Community Corner

Shop Owners Express Frustration With Route 112 Vagrancy

Trespassing, panhandling and more quality of life issues have at least one shop owner re-thinking his choice of location - while others have already left the Route 112 corridor.

"I'm thinking of taking my business up the road because of how bad it is."

While Suffolk County Police start moving on a recently-initiated plan to reduce crime and vagrancy long-term in the Upper Port/Port Jefferson Station area, business owner Mike Langone said it's nearing the point where moving might be his best option.

Langone, the 30-year-old owner of Port Jeff Tire and Brake – located on the corner of Hallock Avenue and Route 112 – expressed his concerns Tuesday night at the Port Jefferson Station-Terryville Civic Association meeting at the Comsewogue Library. While he and others at the meeting said the plan, dubbed 'SAFEPORTs,' sounds like a step in the right direction, Langone said near-daily interactions with vagrants loitering in the area is a problem he's getting sick of dealing with.

He wasn't the only one.

Dan Cicciaro, owner of Dano's Auto Clinic, ran his shop out of the corner of Railroad Avenue and Route 112 for 24 years. Finally, he said, he left last year, moving south of Route 347.

"The homeless, the vagrants, the thievery, the drugs – anything else you can say happened, happened," he said Tuesday night. "I just moved up the road ... it's heaven. What a world of difference. How this side of Route 347 protects itself, I don't know."

Less than 24 hours after Tuesday night's meeting, Langone signed five affidavits for trespassing across the street from his shop – a property vacated by GMA Mechanical about two months ago. GMA owner Joe Ianuso said people would ask his customers for money, urinate on the building – "basically aggravate the hell out of me and my employees."

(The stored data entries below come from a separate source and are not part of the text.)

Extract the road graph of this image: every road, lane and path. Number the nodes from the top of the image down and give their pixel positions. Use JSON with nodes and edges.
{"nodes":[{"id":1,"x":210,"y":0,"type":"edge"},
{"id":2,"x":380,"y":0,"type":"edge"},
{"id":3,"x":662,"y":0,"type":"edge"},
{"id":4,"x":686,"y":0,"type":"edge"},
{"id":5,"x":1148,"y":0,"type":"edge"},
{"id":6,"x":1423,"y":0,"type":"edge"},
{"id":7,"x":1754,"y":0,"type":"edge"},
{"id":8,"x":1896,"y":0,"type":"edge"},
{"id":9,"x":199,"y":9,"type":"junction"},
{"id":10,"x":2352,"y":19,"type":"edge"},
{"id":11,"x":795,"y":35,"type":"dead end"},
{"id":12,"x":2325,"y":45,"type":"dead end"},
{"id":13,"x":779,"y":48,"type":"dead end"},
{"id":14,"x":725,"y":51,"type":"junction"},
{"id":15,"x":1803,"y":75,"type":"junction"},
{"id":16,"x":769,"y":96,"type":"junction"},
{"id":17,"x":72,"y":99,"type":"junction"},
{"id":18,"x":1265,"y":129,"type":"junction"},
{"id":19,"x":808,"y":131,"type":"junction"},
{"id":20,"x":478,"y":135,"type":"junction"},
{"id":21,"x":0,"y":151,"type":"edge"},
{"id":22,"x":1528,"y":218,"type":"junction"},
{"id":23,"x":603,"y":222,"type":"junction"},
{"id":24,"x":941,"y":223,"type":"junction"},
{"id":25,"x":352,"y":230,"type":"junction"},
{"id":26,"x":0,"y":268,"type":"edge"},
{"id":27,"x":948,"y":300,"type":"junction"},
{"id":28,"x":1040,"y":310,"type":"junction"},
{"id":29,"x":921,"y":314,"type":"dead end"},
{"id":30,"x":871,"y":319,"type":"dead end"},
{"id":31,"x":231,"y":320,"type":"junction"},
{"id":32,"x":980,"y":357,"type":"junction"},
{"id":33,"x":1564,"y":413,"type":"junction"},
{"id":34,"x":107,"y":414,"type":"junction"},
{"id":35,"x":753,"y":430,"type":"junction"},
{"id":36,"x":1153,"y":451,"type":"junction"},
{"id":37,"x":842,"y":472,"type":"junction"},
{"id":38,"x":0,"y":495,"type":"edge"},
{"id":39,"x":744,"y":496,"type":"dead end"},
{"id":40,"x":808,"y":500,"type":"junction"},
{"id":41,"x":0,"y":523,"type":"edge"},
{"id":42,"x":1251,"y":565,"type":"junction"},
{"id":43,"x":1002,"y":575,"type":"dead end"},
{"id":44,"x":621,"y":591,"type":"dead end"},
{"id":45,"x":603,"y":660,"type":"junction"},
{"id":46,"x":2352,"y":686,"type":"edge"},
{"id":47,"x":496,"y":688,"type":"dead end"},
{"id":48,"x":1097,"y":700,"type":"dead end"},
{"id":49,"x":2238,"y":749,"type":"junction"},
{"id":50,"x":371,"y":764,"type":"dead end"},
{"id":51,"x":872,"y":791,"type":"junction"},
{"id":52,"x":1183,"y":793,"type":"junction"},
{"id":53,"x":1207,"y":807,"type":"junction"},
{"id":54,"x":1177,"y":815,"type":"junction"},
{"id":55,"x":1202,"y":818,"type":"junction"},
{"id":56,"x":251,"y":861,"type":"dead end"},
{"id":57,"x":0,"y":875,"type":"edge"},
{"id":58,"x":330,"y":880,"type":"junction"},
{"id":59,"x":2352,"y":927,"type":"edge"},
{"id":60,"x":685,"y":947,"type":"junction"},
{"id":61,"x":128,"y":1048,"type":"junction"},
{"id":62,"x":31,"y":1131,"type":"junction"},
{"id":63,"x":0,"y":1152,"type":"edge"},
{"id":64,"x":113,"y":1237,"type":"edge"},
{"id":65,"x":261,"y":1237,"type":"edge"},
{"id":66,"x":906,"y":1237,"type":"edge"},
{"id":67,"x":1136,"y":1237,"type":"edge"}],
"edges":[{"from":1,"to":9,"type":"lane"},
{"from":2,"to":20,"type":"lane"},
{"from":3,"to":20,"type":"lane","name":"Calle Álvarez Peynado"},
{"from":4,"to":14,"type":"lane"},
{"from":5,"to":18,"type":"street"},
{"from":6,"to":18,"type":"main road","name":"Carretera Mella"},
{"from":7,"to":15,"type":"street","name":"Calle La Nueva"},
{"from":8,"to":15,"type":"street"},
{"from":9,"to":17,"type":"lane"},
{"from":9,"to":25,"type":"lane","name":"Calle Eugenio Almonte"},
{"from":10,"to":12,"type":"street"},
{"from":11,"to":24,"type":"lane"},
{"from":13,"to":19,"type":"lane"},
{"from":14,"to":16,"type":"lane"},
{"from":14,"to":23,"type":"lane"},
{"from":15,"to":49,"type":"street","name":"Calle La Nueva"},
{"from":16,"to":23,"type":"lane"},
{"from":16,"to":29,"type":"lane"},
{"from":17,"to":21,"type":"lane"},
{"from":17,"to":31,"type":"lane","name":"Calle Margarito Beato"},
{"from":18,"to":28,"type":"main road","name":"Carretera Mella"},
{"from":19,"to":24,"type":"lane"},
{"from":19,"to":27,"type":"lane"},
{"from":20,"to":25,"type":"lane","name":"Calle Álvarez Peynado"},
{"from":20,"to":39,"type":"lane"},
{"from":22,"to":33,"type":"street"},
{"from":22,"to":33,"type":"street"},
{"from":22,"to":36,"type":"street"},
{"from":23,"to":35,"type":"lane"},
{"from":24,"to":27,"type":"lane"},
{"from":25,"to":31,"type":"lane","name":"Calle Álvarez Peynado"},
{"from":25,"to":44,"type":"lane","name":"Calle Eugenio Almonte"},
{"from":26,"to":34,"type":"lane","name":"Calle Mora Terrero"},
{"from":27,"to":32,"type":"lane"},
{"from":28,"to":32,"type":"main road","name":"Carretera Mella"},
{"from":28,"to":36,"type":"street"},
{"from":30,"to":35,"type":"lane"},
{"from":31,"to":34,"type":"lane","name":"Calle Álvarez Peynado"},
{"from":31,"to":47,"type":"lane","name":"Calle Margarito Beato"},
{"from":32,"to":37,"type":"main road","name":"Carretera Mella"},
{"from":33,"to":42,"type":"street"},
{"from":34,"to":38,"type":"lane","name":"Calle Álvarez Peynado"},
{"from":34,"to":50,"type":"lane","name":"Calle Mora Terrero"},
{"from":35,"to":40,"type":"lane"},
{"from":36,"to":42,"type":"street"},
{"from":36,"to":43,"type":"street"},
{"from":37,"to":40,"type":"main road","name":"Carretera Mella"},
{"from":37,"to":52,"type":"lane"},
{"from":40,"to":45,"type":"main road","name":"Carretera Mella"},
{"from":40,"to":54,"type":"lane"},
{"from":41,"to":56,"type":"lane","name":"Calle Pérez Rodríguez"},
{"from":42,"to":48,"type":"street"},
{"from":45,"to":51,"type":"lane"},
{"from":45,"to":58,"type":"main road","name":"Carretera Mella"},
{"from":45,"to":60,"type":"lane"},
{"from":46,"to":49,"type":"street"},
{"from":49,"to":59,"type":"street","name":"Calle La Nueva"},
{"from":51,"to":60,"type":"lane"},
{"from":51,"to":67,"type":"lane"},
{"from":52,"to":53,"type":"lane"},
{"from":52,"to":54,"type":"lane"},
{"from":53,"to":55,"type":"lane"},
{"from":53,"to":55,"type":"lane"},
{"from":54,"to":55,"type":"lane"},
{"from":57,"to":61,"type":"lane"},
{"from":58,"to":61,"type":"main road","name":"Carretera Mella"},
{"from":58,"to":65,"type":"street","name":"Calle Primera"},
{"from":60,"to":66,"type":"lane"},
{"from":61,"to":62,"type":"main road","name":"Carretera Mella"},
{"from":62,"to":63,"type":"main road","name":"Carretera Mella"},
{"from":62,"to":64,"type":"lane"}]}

"Since we moved, there hasn't been anything," he said.

Langone, a Mastic resident who says he was drawn to open a shop in Port Jefferson five years ago largely because of the motorcycle crowd, said that he has noticed an increased presence in recent months. But pointing to the trespass incident on Wednesday, he still hopes for more in the short-term.

"Over the past two months it has got better," he said. "These cops are working. I'm not saying they're not working. But the owner of that building wants them arrested. They get a summons."

Port Jeff Tire & Brake is located directly next to St. Paul's Lutheran Church, which holds a weekly soup kitchen, and while the programs for homeless offered at St. Paul's and elsewhere serve many in need – and it's not illegal to hand out food or money – others said that they also serve as a "magnet" for the homeless, creating an unwelcome atmosphere.

Sgt. Andy Gliganis, who presented the SAFEPORTs plan Tuesday night, asked for the public's patience as the new plan is implemented, asked them to call any time they feel the law is being broken, and added that police have identified 11 'hotspots' they are keeping a close eye on. A special "whiskey chart" shift – from 10 p.m. to 4 a.m. – was added in the area last year during summer hours, hoping to press down on illegal activity before it gets out of hand in nighttime hours.

And Mayor Margot Garant pointed to meetings she's held in the past two years with Legis. Kara Hahn and other county agencies to improve things on the village side of the tracks. A village constable meets trains coming into Port Jefferson until 2 a.m., keeping an eye on people coming off.

But it's also the daytime crowd Langone is concerned with.

"I've had fights here on top of customer's cars and I've had to go out there and fight bums," he said. "It's getting old."